WHAT YOU ARE ASKED TO DO — Work through the entries below and show every line in which "Wilhelmstraße" is found.

RECORD EXTRACTS —
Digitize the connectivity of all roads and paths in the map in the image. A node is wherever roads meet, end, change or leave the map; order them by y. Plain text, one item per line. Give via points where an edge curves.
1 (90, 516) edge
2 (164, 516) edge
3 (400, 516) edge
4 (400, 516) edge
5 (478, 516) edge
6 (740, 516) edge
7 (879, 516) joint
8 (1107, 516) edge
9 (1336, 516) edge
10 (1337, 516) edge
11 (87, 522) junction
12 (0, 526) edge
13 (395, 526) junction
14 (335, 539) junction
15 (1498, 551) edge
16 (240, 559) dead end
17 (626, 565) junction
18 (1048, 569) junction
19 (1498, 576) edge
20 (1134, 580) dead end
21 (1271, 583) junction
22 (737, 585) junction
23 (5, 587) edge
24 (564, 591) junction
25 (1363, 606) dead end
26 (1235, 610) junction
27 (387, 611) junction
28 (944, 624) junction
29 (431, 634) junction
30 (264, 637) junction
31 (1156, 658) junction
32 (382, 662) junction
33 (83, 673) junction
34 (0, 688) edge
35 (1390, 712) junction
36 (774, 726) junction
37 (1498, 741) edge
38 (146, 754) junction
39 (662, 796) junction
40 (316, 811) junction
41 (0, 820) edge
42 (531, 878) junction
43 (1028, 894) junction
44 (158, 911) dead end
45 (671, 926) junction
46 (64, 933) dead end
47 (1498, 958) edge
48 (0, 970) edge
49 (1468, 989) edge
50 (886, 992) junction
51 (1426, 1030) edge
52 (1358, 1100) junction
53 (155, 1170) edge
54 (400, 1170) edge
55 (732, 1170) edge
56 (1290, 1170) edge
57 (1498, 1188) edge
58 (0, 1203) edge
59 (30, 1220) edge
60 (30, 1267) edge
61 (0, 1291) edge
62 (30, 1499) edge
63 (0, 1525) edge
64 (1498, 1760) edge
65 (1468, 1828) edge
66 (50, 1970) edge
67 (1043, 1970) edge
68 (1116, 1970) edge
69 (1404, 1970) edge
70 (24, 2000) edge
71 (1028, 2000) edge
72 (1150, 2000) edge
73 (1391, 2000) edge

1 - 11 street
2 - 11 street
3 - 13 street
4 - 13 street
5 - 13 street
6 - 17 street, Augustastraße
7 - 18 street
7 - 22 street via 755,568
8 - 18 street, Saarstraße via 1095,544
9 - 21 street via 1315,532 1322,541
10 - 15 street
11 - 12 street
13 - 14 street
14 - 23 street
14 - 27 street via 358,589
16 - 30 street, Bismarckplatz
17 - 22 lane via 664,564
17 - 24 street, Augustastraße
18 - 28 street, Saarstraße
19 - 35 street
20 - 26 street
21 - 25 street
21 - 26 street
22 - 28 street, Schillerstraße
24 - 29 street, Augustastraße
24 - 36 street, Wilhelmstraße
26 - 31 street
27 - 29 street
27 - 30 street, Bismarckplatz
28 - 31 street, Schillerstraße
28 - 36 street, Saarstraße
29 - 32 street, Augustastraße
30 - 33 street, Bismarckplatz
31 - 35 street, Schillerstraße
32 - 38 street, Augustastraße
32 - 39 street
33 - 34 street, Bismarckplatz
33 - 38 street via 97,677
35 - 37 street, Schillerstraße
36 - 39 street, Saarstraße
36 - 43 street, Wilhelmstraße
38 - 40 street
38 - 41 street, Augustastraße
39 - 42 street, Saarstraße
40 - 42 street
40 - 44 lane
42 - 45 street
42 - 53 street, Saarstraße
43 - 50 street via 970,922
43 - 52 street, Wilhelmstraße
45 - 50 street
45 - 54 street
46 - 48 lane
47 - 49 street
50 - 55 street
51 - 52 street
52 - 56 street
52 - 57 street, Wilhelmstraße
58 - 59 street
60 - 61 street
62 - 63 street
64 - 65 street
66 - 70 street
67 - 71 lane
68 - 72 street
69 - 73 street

EXERCISE RESPONSE —
24 - 36 street, Wilhelmstraße
36 - 43 street, Wilhelmstraße
43 - 52 street, Wilhelmstraße
52 - 57 street, Wilhelmstraße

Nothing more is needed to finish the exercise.